The original pyopenjtalk downloads its dictionary from the network on first import, but HayaKoe uses a fork that bundles the dictionary inside the wheel, eliminating this delay.

The Problem

The original pyopenjtalk, at import pyopenjtalk time, automatically downloads via HTTPS the OpenJTalk Japanese dictionary (open_jtalk_dic_utf_8-1.11, ~23 MB) if it is not present locally.

After download, it is cached at ~/.local/share/pyopenjtalk/ and is not re-downloaded afterward.

However, Docker containers start with an empty filesystem each time, so the download repeats every time a container is launched.

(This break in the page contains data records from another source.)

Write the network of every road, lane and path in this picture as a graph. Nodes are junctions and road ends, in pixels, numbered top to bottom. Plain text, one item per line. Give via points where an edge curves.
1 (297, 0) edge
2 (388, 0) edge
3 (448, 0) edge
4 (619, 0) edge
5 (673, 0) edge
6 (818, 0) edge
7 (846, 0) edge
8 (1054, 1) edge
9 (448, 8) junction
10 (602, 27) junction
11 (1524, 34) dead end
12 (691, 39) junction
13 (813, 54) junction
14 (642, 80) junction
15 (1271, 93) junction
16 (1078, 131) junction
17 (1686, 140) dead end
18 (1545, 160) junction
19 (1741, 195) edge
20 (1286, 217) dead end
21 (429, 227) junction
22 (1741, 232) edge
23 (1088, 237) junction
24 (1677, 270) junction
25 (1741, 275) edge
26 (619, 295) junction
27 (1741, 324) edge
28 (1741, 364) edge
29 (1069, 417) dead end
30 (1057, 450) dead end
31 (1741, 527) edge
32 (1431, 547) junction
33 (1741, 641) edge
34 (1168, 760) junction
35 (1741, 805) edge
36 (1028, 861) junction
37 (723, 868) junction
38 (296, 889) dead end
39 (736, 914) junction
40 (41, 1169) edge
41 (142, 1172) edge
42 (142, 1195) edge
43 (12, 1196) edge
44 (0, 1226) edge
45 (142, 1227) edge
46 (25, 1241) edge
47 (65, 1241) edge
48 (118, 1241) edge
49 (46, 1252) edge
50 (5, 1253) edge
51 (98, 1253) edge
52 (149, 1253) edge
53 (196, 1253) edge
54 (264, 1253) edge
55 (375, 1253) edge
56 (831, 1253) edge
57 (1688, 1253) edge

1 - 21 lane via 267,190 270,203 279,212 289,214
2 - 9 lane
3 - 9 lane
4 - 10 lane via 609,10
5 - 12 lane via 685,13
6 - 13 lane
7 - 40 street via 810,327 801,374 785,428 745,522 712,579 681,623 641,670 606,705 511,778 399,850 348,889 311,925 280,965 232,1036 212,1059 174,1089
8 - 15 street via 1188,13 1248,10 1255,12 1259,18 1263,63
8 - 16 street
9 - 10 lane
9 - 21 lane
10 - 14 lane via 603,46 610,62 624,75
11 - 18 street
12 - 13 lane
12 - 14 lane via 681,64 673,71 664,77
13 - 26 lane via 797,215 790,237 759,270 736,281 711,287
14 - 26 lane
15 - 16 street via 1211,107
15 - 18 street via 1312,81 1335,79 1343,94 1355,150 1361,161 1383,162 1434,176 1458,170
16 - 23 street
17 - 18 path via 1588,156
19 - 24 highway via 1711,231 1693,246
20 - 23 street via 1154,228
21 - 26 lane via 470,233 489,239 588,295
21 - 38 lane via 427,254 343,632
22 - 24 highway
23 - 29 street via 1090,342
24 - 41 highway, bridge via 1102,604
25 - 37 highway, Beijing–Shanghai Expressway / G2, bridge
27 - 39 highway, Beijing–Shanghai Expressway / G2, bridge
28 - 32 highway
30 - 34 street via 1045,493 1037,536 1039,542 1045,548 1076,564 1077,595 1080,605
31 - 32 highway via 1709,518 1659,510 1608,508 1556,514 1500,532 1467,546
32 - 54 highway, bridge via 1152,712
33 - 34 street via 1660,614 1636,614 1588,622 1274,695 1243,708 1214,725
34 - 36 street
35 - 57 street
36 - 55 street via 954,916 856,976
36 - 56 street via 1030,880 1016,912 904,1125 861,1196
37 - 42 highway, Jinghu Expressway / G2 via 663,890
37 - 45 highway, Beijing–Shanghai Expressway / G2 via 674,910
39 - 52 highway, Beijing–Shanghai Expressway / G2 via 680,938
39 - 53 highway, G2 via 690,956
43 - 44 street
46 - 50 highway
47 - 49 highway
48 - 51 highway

In environments where the network is blocked, the import itself fails.

Implementation

The custom fork (lemon-pyopenjtalk-prebuilt) was modified to include the dictionary files inside the package during wheel build.

  • The build workflow downloads and extracts open_jtalk_dic_utf_8-1.11.tar.gz, placing it inside the pyopenjtalk/ package
  • Dictionary inclusion is declared in pyproject.toml's package-data and MANIFEST.in

On the HayaKoe side, specifying lemon-pyopenjtalk-prebuilt as a dependency in pyproject.toml completes the integration.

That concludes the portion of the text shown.